KEY WORDS: • type I diabetes • autoimmune antibodies • vitamin D infant supplements • 25-hydroxyvitamin D • vitamin D-fortified infant formula • cod-liver oil • and insulin

Type I diabetes

Type 1 diabetes results from autoimmune destruction of insulin-producing ß cells in the islets of the pancreas. The specific factors that initiate the autoimmune process are not yet well understood, but ß cell destruction often begins during infancy and continues over many months or years (1). Peak incidence occurs around puberty, and the disease is usually diagnosed before age 30. By the time type 1 diabetes is diagnosed, about 80% of the ß cells have been destroyed (2).

Autoantibodies

Autoantibodies to ß cells and their antigens are detectable in the blood long before a person develops type 1 diabetes (2). Although not everyone with detectable autoantibodies goes on to develop the disease, high levels of single autoantibodies and the presence of multiple autoantibodies are highly predictive of future disease, both in relatives of type 1 diabetics and in others (3–5). These autoantibodies provide a way to evaluate risk factors for type 1 diabetes over a shorter period than studies of diabetes incidence would require. For example, a recent European study used the presence of autoantibodies as a surrogate outcome to demonstrate that consumption of gluten-containing foods before the age of 3 months may increase the risk for type 1 diabetes (6).

There is an important genetic influence on type 1 diabetes risk: the lifetime risk for the disease is 6% for people with affected first-degree relatives compared with 0.4% in the general white population (7). However, low concordance among identical twins and the fact that many children with a genetic predisposition to the disease do not develop it suggest that environmental factors are also important (8).
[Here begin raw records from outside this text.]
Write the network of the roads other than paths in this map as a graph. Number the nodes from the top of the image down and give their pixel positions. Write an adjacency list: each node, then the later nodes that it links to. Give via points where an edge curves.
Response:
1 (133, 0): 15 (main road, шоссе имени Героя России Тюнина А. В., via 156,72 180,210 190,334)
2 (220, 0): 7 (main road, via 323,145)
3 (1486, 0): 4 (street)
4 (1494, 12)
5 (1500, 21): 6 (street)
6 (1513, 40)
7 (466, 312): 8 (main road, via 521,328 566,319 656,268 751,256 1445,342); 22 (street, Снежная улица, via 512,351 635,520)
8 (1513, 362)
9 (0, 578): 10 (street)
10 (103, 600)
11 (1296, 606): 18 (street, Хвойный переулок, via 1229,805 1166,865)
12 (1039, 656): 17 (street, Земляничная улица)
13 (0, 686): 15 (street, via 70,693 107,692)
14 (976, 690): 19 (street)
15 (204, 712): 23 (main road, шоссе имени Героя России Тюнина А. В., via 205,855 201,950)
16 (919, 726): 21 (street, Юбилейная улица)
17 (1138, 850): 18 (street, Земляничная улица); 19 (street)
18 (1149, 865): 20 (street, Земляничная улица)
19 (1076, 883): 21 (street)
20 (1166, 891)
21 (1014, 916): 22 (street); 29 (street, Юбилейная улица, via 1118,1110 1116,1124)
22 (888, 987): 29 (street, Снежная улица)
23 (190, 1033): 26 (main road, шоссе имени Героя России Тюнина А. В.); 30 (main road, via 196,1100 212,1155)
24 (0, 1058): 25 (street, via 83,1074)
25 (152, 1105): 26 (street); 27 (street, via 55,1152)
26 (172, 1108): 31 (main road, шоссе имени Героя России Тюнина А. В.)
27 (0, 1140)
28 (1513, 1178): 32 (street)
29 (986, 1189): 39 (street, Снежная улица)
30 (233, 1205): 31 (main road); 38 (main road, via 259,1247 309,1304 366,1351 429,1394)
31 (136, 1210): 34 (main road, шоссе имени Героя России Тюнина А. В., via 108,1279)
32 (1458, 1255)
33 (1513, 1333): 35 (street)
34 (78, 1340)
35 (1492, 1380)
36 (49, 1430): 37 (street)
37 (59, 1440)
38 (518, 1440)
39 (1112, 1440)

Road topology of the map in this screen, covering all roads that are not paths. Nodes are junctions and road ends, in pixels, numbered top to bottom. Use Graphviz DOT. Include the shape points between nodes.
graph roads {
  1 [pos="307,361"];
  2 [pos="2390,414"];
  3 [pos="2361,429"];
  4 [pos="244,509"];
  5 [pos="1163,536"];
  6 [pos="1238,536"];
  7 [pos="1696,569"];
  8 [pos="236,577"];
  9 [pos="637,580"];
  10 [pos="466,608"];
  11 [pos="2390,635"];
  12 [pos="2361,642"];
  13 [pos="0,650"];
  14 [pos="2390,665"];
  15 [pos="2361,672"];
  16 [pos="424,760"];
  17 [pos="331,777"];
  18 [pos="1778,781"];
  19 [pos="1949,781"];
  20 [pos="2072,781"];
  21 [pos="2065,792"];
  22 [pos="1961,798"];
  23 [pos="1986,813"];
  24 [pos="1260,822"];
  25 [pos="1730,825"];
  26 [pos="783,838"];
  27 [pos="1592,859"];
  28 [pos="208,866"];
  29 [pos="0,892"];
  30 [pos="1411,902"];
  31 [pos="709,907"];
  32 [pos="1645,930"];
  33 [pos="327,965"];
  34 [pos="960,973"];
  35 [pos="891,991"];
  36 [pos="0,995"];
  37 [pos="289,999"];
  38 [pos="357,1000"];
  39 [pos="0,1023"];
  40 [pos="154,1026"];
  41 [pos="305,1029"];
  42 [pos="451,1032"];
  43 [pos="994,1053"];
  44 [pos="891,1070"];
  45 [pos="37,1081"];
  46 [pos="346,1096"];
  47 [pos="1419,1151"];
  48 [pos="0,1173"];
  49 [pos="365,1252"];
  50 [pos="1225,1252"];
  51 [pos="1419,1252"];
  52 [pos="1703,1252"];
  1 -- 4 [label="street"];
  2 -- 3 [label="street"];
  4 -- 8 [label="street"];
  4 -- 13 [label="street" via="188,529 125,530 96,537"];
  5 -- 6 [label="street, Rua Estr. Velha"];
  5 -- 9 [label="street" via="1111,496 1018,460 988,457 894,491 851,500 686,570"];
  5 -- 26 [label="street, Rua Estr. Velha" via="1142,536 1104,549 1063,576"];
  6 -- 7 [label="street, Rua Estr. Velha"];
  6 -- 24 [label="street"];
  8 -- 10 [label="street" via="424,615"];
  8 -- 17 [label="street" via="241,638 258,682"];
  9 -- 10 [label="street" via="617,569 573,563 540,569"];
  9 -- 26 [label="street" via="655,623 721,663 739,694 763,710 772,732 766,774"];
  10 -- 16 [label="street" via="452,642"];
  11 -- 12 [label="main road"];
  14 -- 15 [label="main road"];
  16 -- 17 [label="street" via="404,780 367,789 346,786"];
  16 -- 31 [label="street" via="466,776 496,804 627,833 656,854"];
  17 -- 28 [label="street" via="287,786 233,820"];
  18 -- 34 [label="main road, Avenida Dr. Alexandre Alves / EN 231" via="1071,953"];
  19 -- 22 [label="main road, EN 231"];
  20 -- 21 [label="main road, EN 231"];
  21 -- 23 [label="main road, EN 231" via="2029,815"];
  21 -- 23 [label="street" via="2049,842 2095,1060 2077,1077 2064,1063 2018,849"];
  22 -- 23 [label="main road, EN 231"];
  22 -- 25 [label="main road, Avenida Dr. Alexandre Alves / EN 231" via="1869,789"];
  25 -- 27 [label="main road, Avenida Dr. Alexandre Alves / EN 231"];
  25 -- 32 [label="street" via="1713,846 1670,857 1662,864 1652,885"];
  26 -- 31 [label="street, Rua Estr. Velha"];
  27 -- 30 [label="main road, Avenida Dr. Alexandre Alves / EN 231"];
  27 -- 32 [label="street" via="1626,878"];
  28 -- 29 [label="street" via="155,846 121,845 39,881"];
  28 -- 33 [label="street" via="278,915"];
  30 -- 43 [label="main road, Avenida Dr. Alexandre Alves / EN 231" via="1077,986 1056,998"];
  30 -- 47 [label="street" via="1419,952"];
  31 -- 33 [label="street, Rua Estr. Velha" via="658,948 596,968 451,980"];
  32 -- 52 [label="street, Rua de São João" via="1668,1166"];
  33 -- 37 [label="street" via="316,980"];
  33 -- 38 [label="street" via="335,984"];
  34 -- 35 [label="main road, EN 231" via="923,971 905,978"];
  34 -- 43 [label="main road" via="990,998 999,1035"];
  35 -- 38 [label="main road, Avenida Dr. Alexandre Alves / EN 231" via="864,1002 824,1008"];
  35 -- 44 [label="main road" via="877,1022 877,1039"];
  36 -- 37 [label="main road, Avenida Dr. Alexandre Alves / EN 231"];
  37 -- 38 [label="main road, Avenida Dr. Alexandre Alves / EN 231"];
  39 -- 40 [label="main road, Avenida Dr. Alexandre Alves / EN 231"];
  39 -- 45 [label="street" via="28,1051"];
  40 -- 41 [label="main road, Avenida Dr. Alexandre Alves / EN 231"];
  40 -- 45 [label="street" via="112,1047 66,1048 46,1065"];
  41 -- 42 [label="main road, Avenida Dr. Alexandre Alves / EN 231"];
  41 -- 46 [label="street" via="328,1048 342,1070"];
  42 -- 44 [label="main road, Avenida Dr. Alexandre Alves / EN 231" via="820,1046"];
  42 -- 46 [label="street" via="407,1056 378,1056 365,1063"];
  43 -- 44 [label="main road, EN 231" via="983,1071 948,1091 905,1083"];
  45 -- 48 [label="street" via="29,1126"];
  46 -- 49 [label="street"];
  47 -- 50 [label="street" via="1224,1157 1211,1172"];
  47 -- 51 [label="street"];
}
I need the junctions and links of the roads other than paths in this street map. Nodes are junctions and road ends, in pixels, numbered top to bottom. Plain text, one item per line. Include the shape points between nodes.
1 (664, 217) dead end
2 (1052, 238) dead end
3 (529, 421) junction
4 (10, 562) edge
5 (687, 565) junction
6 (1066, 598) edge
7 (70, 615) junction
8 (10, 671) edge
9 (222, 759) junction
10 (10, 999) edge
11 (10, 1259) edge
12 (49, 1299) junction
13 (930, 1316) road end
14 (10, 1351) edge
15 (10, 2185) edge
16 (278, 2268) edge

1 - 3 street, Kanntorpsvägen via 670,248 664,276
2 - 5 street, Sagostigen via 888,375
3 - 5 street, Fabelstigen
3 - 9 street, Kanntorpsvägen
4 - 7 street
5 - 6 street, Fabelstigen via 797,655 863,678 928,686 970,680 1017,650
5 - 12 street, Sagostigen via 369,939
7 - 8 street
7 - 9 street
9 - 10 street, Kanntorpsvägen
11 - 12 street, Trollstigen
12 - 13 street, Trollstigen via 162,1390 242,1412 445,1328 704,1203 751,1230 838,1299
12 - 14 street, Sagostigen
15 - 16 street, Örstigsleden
It is possible to test newborns for a genetic predisposition to type 1 diabetes, as well as to screen older infants and children for predictive autoantibodies, but there has been a reluctance to do so, in part, because of the absence of preventive treatments (5,9). The public health benefit of screening infants for diabetes risk would be more evident if safe and effective preventive treatments were available. The purpose of this discussion is to examine the evidence that supplementing infants with vitamin D might be a safe and effective strategy for preventing type 1 diabetes.

Vitamin D

Vitamin D is produced endogenously when the skin is exposed to sunlight and can be obtained exogenously from foods and supplements. Though influenced by the vitamin D status of the mother (10), breast milk typically contains little vitamin D. Aside from sunlight exposure, the primary sources of vitamin D for infants are infant formula and infant vitamin supplements. Skin production of vitamin D depends on time spent outside, coverage of the skin with clothing and sunscreen, skin color, season of the year, and latitude. In northern areas, including the northern United States, Canada, and most of Europe, little or no vitamin D is produced in the skin during winter months (11). Even in the summer and at lower latitudes, many infants are so thoroughly protected from sun exposure that they produce little endogenous vitamin D. Vitamin D, whether endogenous or exogenous, is converted in the liver to 25-hydroxyvitamin D [25(OH)D],³ the storage form of the vitamin and the best overall indicator of vitamin D status.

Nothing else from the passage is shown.